NICOLAS Constant

Né le 9 octobre 1833 à Ressaincourt, hameau de la commune de Saint-Jure (Moselle) ; demeurant à Paris, 51, rue Moreau (XIIe arr.) ; journalier ; communard, déporté en Nouvelle-Calédonie.

Il était célibataire. Il avait fait un congé au 2e régiment d’infanterie de marine, du 31 juillet 1854 au 18 juin 1861, et aurait reçu, à sa libération, un certificat de bonne conduite ; il habitait Paris depuis 1862.
Pendant le 1er Siège, il fit partie de la guerilla de l’Île-de-France, dissoute en décembre 1870 ; il passa alors à la 4e compagnie de marche du 53e bataillon de la Garde nationale où il fut élu caporal.
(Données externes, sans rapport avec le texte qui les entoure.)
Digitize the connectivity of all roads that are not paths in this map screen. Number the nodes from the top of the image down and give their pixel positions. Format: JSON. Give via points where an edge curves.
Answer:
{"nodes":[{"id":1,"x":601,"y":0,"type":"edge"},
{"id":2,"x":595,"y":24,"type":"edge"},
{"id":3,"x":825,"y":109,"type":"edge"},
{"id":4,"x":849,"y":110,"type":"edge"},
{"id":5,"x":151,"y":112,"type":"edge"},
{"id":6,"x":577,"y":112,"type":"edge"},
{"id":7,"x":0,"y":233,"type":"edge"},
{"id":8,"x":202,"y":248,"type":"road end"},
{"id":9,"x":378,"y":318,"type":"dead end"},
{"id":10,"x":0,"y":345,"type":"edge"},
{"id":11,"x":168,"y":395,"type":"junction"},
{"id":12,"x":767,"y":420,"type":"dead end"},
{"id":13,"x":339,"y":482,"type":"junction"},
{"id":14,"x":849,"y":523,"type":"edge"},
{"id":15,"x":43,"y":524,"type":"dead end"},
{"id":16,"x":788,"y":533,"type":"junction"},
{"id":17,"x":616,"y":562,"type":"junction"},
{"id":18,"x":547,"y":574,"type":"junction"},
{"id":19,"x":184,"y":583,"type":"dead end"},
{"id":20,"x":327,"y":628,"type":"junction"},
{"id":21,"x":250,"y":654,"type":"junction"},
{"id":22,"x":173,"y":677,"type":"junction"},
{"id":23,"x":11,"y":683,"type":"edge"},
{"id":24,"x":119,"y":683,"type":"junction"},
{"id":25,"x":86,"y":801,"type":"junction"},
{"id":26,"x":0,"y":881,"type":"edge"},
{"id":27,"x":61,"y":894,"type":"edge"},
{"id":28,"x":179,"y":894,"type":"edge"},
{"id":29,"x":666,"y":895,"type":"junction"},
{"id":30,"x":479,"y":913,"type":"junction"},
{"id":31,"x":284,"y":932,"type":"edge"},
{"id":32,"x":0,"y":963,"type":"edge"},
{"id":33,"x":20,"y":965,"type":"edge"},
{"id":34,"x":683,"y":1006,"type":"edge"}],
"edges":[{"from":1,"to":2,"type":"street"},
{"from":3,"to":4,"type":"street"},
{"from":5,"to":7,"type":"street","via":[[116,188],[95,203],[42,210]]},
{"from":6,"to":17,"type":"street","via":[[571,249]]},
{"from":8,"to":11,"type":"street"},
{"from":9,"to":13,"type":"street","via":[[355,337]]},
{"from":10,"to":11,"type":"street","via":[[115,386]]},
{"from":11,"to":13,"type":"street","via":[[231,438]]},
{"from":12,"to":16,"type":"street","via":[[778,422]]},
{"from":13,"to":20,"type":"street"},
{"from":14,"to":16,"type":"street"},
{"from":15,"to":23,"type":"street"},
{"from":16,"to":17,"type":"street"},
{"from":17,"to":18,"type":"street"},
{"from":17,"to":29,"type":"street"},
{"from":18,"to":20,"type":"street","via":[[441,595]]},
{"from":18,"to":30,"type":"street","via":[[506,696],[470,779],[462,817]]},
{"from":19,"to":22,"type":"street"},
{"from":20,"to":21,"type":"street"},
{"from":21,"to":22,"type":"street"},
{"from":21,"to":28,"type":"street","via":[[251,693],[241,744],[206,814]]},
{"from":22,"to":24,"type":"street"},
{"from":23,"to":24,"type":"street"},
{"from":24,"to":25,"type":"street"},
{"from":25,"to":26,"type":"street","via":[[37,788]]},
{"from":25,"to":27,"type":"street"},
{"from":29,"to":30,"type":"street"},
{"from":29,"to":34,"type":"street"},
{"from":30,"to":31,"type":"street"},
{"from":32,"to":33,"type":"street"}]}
Il servit sous la Commune de Paris ; fait prisonnier, le 12 mai 1871, à la barricade du Parc-des-Oiseaux, il fut condamné, le 2 avril 1872, par le 24e conseil de guerre, à la déportation simple et à la privation des droits civiques ; il arriva à Nouméa le 28 septembre 1873. Le 15 janvier 1879, il obtint remise de sa peine et rentra par le Calvados.

Pour citer cet article :
https://maitron.fr/spip.php?article67101, notice NICOLAS Constant, version mise en ligne le 26 juillet 2009, dernière modification le 23 mars 2020.

SOURCES : Arch. Nat., BB 24/766. — Arch. PPo., listes d’amnistiés. — Note de Louis Bretonnière.